[Records drawn from a dataset]
++++++

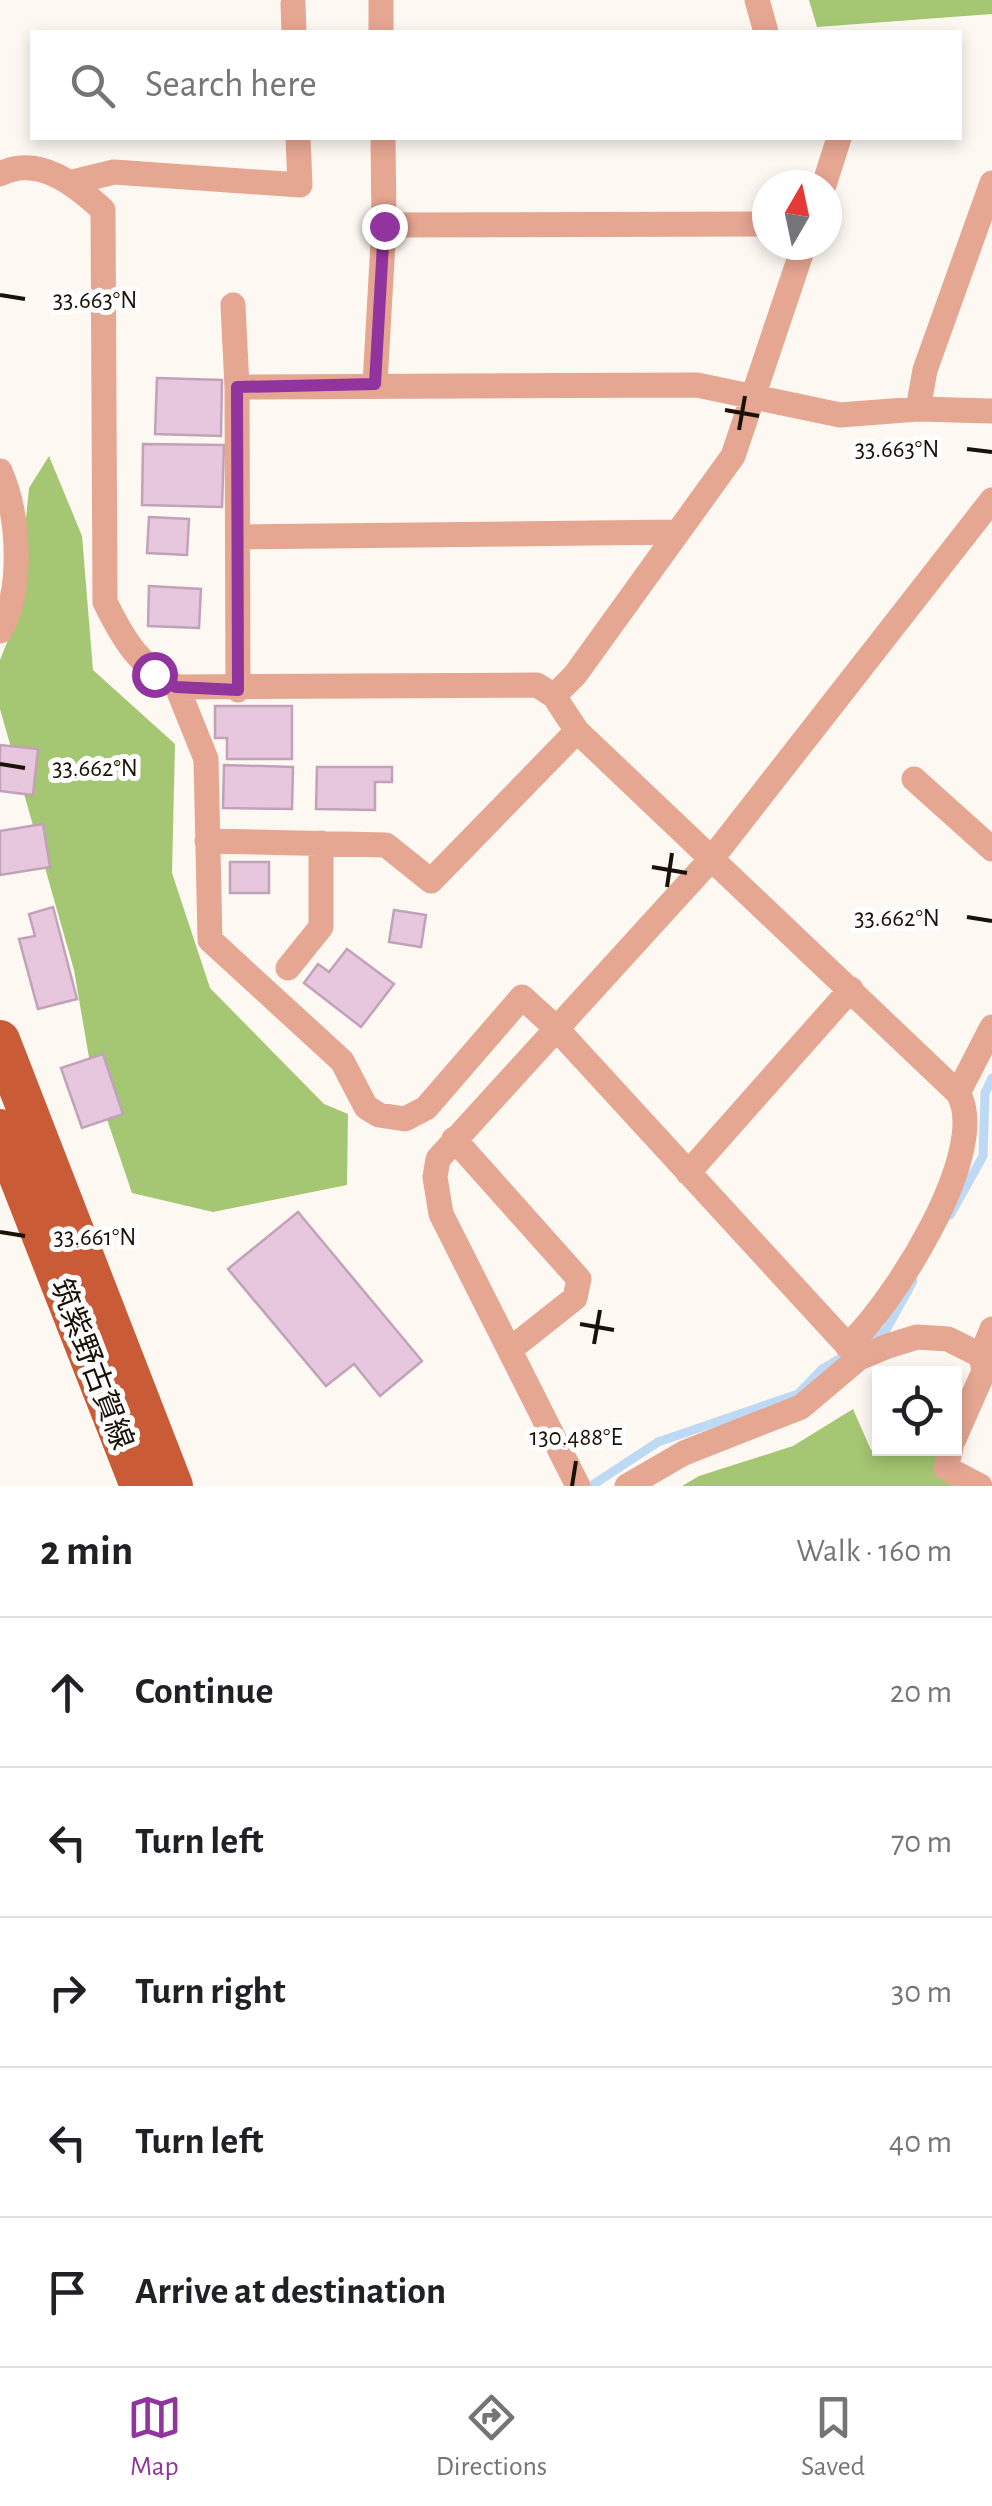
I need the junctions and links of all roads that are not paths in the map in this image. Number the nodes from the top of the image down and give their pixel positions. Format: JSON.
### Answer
{"nodes":[{"id":1,"x":381,"y":0,"type":"edge"},
{"id":2,"x":757,"y":0,"type":"edge"},
{"id":3,"x":293,"y":4,"type":"dead end"},
{"id":4,"x":294,"y":30,"type":"edge"},
{"id":5,"x":381,"y":30,"type":"edge"},
{"id":6,"x":765,"y":30,"type":"edge"},
{"id":7,"x":298,"y":140,"type":"edge"},
{"id":8,"x":383,"y":140,"type":"edge"},
{"id":9,"x":839,"y":140,"type":"edge"},
{"id":10,"x":829,"y":170,"type":"edge"},
{"id":11,"x":0,"y":174,"type":"edge"},
{"id":12,"x":73,"y":182,"type":"junction"},
{"id":13,"x":992,"y":183,"type":"edge"},
{"id":14,"x":752,"y":224,"type":"edge"},
{"id":15,"x":384,"y":226,"type":"junction"},
{"id":16,"x":799,"y":260,"type":"edge"},
{"id":17,"x":233,"y":305,"type":"dead end"},
{"id":18,"x":375,"y":384,"type":"junction"},
{"id":19,"x":237,"y":387,"type":"junction"},
{"id":20,"x":754,"y":396,"type":"junction"},
{"id":21,"x":918,"y":409,"type":"junction"},
{"id":22,"x":992,"y":412,"type":"edge"},
{"id":23,"x":0,"y":471,"type":"edge"},
{"id":24,"x":992,"y":500,"type":"edge"},
{"id":25,"x":677,"y":532,"type":"junction"},
{"id":26,"x":240,"y":536,"type":"junction"},
{"id":27,"x":0,"y":631,"type":"edge"},
{"id":28,"x":176,"y":687,"type":"junction"},
{"id":29,"x":238,"y":690,"type":"junction"},
{"id":30,"x":554,"y":696,"type":"junction"},
{"id":31,"x":577,"y":731,"type":"junction"},
{"id":32,"x":914,"y":779,"type":"dead end"},
{"id":33,"x":206,"y":842,"type":"junction"},
{"id":34,"x":321,"y":843,"type":"junction"},
{"id":35,"x":992,"y":849,"type":"edge"},
{"id":36,"x":713,"y":858,"type":"junction"},
{"id":37,"x":288,"y":968,"type":"dead end"},
{"id":38,"x":851,"y":990,"type":"junction"},
{"id":39,"x":992,"y":1026,"type":"edge"},
{"id":40,"x":555,"y":1027,"type":"junction"},
{"id":41,"x":0,"y":1040,"type":"edge"},
{"id":42,"x":958,"y":1093,"type":"junction"},
{"id":43,"x":0,"y":1129,"type":"edge"},
{"id":44,"x":454,"y":1139,"type":"junction"},
{"id":45,"x":688,"y":1172,"type":"junction"},
{"id":46,"x":992,"y":1329,"type":"edge"},
{"id":47,"x":512,"y":1348,"type":"junction"},
{"id":48,"x":853,"y":1352,"type":"junction"},
{"id":49,"x":986,"y":1358,"type":"edge"},
{"id":50,"x":962,"y":1422,"type":"edge"},
{"id":51,"x":949,"y":1456,"type":"edge"},
{"id":52,"x":140,"y":1486,"type":"edge"},
{"id":53,"x":172,"y":1486,"type":"edge"},
{"id":54,"x":578,"y":1486,"type":"edge"},
{"id":55,"x":627,"y":1486,"type":"edge"},
{"id":56,"x":980,"y":1486,"type":"edge"}],
"edges":[{"from":1,"to":5,"type":"street"},
{"from":2,"to":6,"type":"street"},
{"from":3,"to":4,"type":"street"},
{"from":7,"to":12,"type":"street"},
{"from":8,"to":15,"type":"street"},
{"from":9,"to":10,"type":"street"},
{"from":11,"to":12,"type":"street"},
{"from":12,"to":28,"type":"street"},
{"from":13,"to":21,"type":"street"},
{"from":14,"to":15,"type":"street"},
{"from":15,"to":18,"type":"street"},
{"from":16,"to":20,"type":"street"},
{"from":17,"to":19,"type":"street"},
{"from":18,"to":19,"type":"street"},
{"from":18,"to":20,"type":"street"},
{"from":19,"to":26,"type":"street"},
{"from":20,"to":21,"type":"street"},
{"from":20,"to":25,"type":"street"},
{"from":21,"to":22,"type":"street"},
{"from":23,"to":27,"type":"street"},
{"from":24,"to":36,"type":"street"},
{"from":25,"to":26,"type":"street"},
{"from":25,"to":30,"type":"street"},
{"from":26,"to":29,"type":"street"},
{"from":28,"to":29,"type":"street"},
{"from":28,"to":33,"type":"street"},
{"from":29,"to":30,"type":"street"},
{"from":30,"to":31,"type":"street"},
{"from":31,"to":34,"type":"street"},
{"from":31,"to":36,"type":"street"},
{"from":32,"to":35,"type":"street"},
{"from":33,"to":34,"type":"street"},
{"from":33,"to":40,"type":"street"},
{"from":34,"to":37,"type":"street"},
{"from":36,"to":38,"type":"street"},
{"from":36,"to":40,"type":"street"},
{"from":38,"to":42,"type":"street"},
{"from":38,"to":45,"type":"street"},
{"from":39,"to":42,"type":"street"},
{"from":40,"to":44,"type":"street"},
{"from":40,"to":45,"type":"street"},
{"from":41,"to":53,"type":"main road","name":"筑紫野古賀線"},
{"from":42,"to":48,"type":"street"},
{"from":43,"to":52,"type":"main road","name":"筑紫野古賀線"},
{"from":44,"to":47,"type":"street"},
{"from":44,"to":47,"type":"street"},
{"from":45,"to":48,"type":"street"},
{"from":46,"to":49,"type":"street"},
{"from":47,"to":54,"type":"street"},
{"from":48,"to":49,"type":"street"},
{"from":48,"to":55,"type":"street"},
{"from":49,"to":50,"type":"street"},
{"from":51,"to":56,"type":"street"}]}
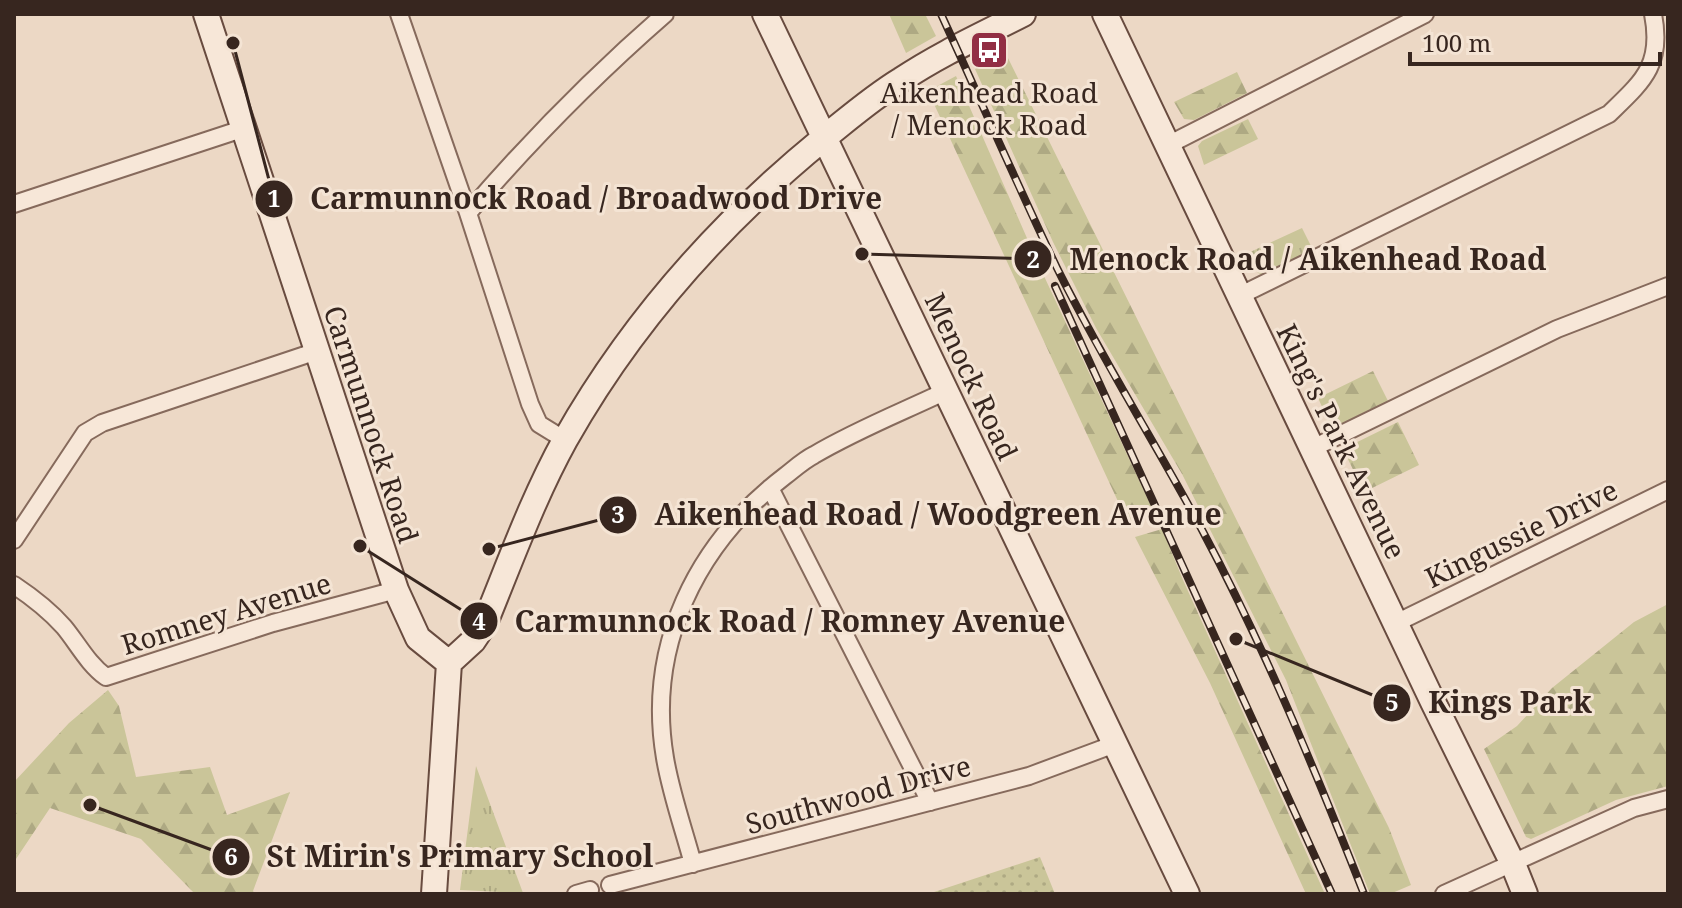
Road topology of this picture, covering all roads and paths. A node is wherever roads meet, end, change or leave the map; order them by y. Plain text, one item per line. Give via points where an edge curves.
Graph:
1 (206, 14) edge
2 (399, 14) edge
3 (665, 14) edge
4 (765, 14) edge
5 (1023, 14) edge
6 (1105, 14) edge
7 (1425, 14) edge
8 (1653, 14) edge
9 (242, 129) junction
10 (824, 138) junction
11 (1168, 145) junction
12 (14, 204) edge
13 (468, 213) junction
14 (1668, 286) edge
15 (1239, 296) junction
16 (317, 351) junction
17 (946, 391) junction
18 (565, 440) junction
19 (1313, 448) junction
20 (770, 488) junction
21 (1668, 490) edge
22 (14, 540) edge
23 (14, 585) edge
24 (396, 590) junction
25 (1396, 623) junction
26 (449, 663) junction
27 (1115, 744) junction
28 (1668, 799) edge
29 (930, 802) junction
30 (693, 864) junction
31 (1513, 864) junction
32 (610, 885) dead end
33 (434, 894) edge
34 (1187, 894) edge
35 (1444, 894) edge
36 (1525, 894) edge

1 - 9 main road, Carmunnock Road
2 - 13 street
3 - 13 street via 575,98
4 - 10 main road, Menock Road
5 - 10 main road via 917,69
6 - 11 main road, King's Park Avenue
7 - 11 street
8 - 15 street via 1657,47 1652,64 1643,82 1609,114
9 - 12 street
9 - 16 main road, Carmunnock Road
10 - 17 main road, Menock Road
10 - 18 main road via 770,182 696,257 610,367
11 - 15 main road, King's Park Avenue
13 - 18 street via 530,404 539,424
14 - 19 street via 1557,329
15 - 19 main road, King's Park Avenue
16 - 22 street via 85,433
16 - 24 main road, Carmunnock Road
17 - 20 street via 812,455
17 - 27 main road, Menock Road
18 - 26 main road via 485,623
19 - 25 main road, King's Park Avenue
20 - 29 street
20 - 30 street via 746,508 692,582 673,627 664,670 665,759
21 - 25 street, Kingussie Drive
23 - 24 street, Romney Avenue via 63,626 106,677
24 - 26 main road, Carmunnock Road via 418,638
25 - 31 main road, King's Park Avenue
26 - 33 main road
27 - 29 street, Southwood Drive via 1029,776
27 - 34 main road, Menock Road
28 - 31 street via 1634,808
29 - 30 street, Southwood Drive
30 - 32 street, Southwood Drive
31 - 35 street
31 - 36 main road, King's Park Avenue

++++++

TO DO => Taking the records above as input, show every line in which the word "Southwood" is present.

SOLUTION TO THE PROBLEM =>
27 - 29 street, Southwood Drive via 1029,776
29 - 30 street, Southwood Drive
30 - 32 street, Southwood Drive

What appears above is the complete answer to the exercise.